AL reforça combate à dengue com IA e mosquitos modificados

Fonte: Reprodução

O enfrentamento ao Aedes aegypti em Alagoas passou a integrar tecnologias biológicas e digitais para reduzir a transmissão de dengue, zika e chikungunya. O programa reúne armadilhas de campo, leitura por inteligência artificial e a soltura de mosquitos infectados com a bactéria Wolbachia.

Em Arapiraca, o município prepara a implementação da tecnologia Wolbachia, desenvolvida pelo World Mosquito Program e produzida no Brasil pelo Wolbito do Brasil, com execução em parceria com a Fundação Oswaldo Cruz (Fiocruz), o Instituto de Biologia Molecular do Paraná (IBMP) e o Ministério da Saúde.

A técnica envolve a liberação programada de exemplares do Aedes aegypti inoculados com Wolbachia — chamados de “Wolbitos” — que, ao se reproduzirem com a população local, transmitem a bactéria aos descendentes. Com isso, cria‑se gradualmente uma população de mosquitos incapaz de desenvolver e transmitir os vírus responsáveis pelas arboviroses.

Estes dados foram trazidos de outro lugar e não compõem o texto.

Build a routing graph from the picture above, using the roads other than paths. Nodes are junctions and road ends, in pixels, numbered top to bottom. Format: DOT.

Nesta primeira etapa em Arapiraca serão atendidos 24 bairros prioritários, abrangendo cerca de 118 mil moradores. A secretária municipal de Saúde, Rafaella Albuquerque, destacou que o método é seguro, autossustentável e natural, com eficácia comprovada em várias localidades.

A tecnologia já foi adotada em 15 países e tem mostrado redução média de 85% nos casos de dengue, chegando a 89% de queda em Niterói (RJ).

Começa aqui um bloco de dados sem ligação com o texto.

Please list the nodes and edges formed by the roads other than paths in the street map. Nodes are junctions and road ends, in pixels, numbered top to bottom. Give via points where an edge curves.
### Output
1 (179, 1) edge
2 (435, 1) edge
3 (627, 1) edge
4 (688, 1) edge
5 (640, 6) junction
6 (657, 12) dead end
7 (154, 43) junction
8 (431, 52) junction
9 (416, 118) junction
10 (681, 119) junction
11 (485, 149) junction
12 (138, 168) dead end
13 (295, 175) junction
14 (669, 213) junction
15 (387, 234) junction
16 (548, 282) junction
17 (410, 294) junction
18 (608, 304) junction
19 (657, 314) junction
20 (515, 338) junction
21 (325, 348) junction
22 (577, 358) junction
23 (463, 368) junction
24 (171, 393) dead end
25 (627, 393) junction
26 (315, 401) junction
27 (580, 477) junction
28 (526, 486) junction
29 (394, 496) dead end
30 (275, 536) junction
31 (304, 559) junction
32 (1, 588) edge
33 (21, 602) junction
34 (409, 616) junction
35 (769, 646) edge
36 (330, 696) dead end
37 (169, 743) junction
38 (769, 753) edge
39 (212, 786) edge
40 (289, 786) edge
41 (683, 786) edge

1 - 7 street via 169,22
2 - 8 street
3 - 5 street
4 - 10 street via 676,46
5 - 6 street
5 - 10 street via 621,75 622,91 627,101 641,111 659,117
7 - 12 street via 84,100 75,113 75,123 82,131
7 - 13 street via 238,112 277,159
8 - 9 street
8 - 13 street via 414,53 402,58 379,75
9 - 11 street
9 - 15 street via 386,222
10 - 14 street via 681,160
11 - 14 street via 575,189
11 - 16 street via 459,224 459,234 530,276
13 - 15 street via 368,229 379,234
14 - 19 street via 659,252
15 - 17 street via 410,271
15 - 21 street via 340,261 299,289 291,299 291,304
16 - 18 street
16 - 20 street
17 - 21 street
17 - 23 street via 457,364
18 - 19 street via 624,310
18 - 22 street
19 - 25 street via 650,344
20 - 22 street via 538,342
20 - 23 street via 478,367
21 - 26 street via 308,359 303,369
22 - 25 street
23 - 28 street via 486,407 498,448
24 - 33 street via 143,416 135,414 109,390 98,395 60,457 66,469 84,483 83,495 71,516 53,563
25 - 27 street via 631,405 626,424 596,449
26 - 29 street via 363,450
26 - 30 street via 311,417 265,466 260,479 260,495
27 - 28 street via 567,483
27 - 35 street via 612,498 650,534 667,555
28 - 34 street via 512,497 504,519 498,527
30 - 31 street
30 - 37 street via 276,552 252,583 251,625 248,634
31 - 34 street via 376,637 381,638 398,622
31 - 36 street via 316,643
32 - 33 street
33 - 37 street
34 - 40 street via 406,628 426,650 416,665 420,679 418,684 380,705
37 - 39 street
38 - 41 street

Paralelamente, o estado amplia a vigilância com ovitrampas — recipientes escuros com água e palhetas de madeira que simulam locais de postura de ovos. Esses dispositivos funcionam como sensores entomológicos, permitindo identificar focos precocemente e orientar ações de controle antes do surgimento de surtos.

A Secretaria de Estado da Saúde (Sesau) e o Instituto Oswaldo Cruz (IOC/Fiocruz) capacitaram equipes e estabeleceram diretrizes para municípios com mais de 50 mil habitantes, entre eles Maceió, Arapiraca, Rio Largo, Palmeira dos Índios, União dos Palmares, Penedo, São Miguel dos Campos, Delmiro Gouveia e Marechal Deodoro.

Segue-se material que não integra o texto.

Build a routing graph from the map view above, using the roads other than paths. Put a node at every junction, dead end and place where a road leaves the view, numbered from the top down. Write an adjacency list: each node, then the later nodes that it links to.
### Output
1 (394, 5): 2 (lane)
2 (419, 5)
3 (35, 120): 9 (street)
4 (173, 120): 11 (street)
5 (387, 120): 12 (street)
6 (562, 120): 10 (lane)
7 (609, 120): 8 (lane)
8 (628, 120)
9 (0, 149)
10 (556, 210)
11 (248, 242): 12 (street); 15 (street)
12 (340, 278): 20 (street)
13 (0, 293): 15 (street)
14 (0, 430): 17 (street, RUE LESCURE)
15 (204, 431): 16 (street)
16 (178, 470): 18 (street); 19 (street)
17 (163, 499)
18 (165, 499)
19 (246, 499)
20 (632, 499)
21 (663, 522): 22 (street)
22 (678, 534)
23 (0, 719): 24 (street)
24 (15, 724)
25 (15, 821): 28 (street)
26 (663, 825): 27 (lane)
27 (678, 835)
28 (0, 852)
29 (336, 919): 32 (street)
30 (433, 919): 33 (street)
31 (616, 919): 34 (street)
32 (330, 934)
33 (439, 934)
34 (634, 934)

Um dos eixos do programa é substituir a contagem manual das palhetas por ferramentas digitais, como o aplicativo Conta Ovos e o painel BR‑Aedes. Essas soluções usam inteligência artificial e visão computacional para analisar fotos das palhetas recolhidas em campo e calcular em tempo real o Índice de Densidade de Ovos (IDO) da região. Também foram apresentadas as Estações Disseminadoras de Larvicida (EDL), nas quais a própria fêmea carrega o larvicida para criadouros inacessíveis.

Na prática, Coruripe foi o primeiro município alagoano a instalar as armadilhas nas residências; Arapiraca iniciou a distribuição de ovitrampas em 10 bairros estratégicos — entre eles Centro, Brasília, Cavaco, Planalto e São Luiz; e Penedo instalou dispositivos a cada 300 metros em imóveis comerciais e residenciais, com recolhimento das palhetas a cada cinco dias para mapeamento das áreas de maior risco.

A integração entre a inovação biológica, o monitoramento por inteligência artificial e a participação comunitária tem como objetivo criar uma barreira epidemiológica sustentável, reduzir surtos sazonais e diminuir as internações por complicações das arboviroses na rede pública de saúde.